The Johannesburg-based lender in March appointed Arrie Rautenbach as CEO, immediately prompting criticism by the Public Investment Corp., the nation’s biggest fund, which said it was a “downright disappointment.”

“We do realize we’ve regressed,” Absa Chairman Matthews Sello Moloko said at the bank’s annual general meeting on Friday. Absa will seek to demonstrate “significant progress at senior levels within the next 18 to 24 months,” he said.

Companies in South Africa have been under pressure to appoint more Black executives since the end of apartheid in 1994, but have made limited progress. Of the 10 largest local companies by market value, only three currently have Black CEOs in a country where four out of five people are Black, according to data compiled by Bloomberg.

Absa’s shares advanced 2% by 2:17 p.m. in Johannesburg, brings its gains this year to 18%.

“We will continue to address and make sure that we remain properly representative both at board level and also within the executive,” Moloko said. 

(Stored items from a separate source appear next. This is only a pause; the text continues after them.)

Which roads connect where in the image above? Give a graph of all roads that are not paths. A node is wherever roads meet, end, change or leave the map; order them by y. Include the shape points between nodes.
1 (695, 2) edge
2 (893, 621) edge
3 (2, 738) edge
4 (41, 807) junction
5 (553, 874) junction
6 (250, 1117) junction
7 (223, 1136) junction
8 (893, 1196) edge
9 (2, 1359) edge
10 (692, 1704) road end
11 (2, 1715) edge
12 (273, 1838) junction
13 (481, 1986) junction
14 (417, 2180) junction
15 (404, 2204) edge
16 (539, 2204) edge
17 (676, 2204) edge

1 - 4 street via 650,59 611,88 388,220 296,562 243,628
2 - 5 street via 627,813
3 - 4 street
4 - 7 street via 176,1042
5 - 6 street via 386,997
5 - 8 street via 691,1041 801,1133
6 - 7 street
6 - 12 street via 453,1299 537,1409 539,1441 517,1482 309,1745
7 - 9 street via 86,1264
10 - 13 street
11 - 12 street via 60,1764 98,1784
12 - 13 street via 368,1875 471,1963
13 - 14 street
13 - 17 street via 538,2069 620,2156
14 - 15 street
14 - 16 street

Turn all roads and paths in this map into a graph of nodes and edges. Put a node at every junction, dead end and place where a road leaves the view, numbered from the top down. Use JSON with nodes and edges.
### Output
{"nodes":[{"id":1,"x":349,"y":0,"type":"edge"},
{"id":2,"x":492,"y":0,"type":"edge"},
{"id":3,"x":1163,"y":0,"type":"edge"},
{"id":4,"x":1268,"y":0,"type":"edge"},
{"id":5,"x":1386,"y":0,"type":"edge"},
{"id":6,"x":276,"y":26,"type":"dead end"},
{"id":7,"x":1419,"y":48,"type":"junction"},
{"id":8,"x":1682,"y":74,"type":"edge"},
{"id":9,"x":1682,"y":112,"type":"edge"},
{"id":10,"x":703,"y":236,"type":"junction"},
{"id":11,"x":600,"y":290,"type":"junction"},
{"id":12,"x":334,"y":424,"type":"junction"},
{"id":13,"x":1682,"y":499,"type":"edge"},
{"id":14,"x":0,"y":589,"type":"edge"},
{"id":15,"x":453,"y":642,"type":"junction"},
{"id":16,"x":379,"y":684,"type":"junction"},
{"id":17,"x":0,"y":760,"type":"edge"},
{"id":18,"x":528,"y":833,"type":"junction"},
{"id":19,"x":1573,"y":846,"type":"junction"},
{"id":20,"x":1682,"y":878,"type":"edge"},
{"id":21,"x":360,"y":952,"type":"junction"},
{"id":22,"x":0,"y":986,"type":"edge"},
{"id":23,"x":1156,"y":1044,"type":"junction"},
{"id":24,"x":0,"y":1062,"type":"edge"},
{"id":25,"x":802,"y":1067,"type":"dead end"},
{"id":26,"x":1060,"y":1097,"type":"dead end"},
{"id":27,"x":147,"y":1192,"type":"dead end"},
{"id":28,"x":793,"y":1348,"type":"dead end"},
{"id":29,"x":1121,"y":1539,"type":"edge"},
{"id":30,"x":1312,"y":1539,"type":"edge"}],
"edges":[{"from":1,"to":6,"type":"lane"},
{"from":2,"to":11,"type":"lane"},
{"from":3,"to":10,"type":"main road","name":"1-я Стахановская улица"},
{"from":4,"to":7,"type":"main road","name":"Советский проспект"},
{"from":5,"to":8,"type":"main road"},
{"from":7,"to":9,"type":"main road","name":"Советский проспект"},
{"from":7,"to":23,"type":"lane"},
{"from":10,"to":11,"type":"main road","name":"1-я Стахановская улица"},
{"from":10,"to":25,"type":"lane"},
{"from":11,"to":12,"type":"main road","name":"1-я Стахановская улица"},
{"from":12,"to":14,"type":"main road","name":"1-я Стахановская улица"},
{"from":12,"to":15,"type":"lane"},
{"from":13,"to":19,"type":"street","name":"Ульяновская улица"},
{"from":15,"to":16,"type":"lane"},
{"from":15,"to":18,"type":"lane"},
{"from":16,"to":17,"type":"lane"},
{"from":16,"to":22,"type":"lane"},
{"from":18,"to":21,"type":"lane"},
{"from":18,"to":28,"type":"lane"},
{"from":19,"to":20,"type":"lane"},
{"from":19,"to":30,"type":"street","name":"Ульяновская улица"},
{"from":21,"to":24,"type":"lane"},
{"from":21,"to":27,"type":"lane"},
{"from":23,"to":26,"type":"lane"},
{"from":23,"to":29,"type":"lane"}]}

The PIC said it has had engagements with Absa and will monitor the progress made regarding the advancement of women as well as racial diversity at Absa’s board and executive levels. The PIC owns 6.7% of Absa, according to data compiled by Bloomberg. 

“We look forward to getting the transformation targets and time lines, which must be integrated into the remuneration policy, with dedicated weighting for transparent monitoring,” according to a PIC statement that was read at Absa’s AGM.